# Calling while snowing?



## cory.loos (Dec 26, 2009)

The forcast for the weekend looks to be alittle warmer but calling for light snow. With a couple tournys going on this weekend, Does snow fall effect the success of calling in dogs?


----------



## xdeano (Jan 14, 2005)

nope, go out and call.

xdeano


----------



## Fallguy (Jan 23, 2004)

Eastern ND dogs are most responsive to snowtime calling. You'd be better off hunting the Northwood Tournament than any of the western ND ones. Good luck!


----------



## xdeano (Jan 14, 2005)

huh? what you talkin' bout Willis?

You'll be find hunting in light snow, dogs are more apt to shut down with winds than with snow. in fact nice new fluffy snow is nice for getting in and out of places with little noise.

xdeano


----------



## kingcanada (Sep 19, 2009)

Snow falling can actually help during the winter, especially later. Coyotes have depleted their fat reserves some, if not entirely, and are likely to be on the hunt even in a storm provided that winds are not brutal. The little four legged critters that coyotes primarily feed on, however, will hole up until the sun shines again. That means your calling will likely be the only dinner offer they are receiving. Not too tough to choose from a one item buffet!
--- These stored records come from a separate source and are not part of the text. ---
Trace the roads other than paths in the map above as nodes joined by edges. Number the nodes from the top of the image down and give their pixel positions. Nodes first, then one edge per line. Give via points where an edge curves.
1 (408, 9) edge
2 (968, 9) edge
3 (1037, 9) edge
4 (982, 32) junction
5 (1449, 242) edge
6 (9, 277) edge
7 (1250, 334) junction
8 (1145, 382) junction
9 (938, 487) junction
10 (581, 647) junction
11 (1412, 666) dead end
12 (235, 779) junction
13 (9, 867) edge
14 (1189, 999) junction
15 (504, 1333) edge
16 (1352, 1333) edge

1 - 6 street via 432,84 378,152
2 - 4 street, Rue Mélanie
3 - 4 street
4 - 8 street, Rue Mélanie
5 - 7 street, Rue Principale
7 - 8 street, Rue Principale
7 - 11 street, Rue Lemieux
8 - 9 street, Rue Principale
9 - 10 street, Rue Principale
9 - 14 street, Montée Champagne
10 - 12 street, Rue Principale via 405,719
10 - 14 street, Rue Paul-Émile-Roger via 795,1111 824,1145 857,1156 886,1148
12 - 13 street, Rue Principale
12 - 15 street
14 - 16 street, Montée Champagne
Odds can swing in your favor here.


----------



## bearhunter (Jan 30, 2009)

xdeano said:


> huh? what you talkin' bout Willis?
> 
> You'll be find hunting in light snow, dogs are more apt to shut down with winds than with snow. in fact nice new fluffy snow is nice for getting in and out of places with little noise.
> 
> xdeano


and hiding the truck :wink:


----------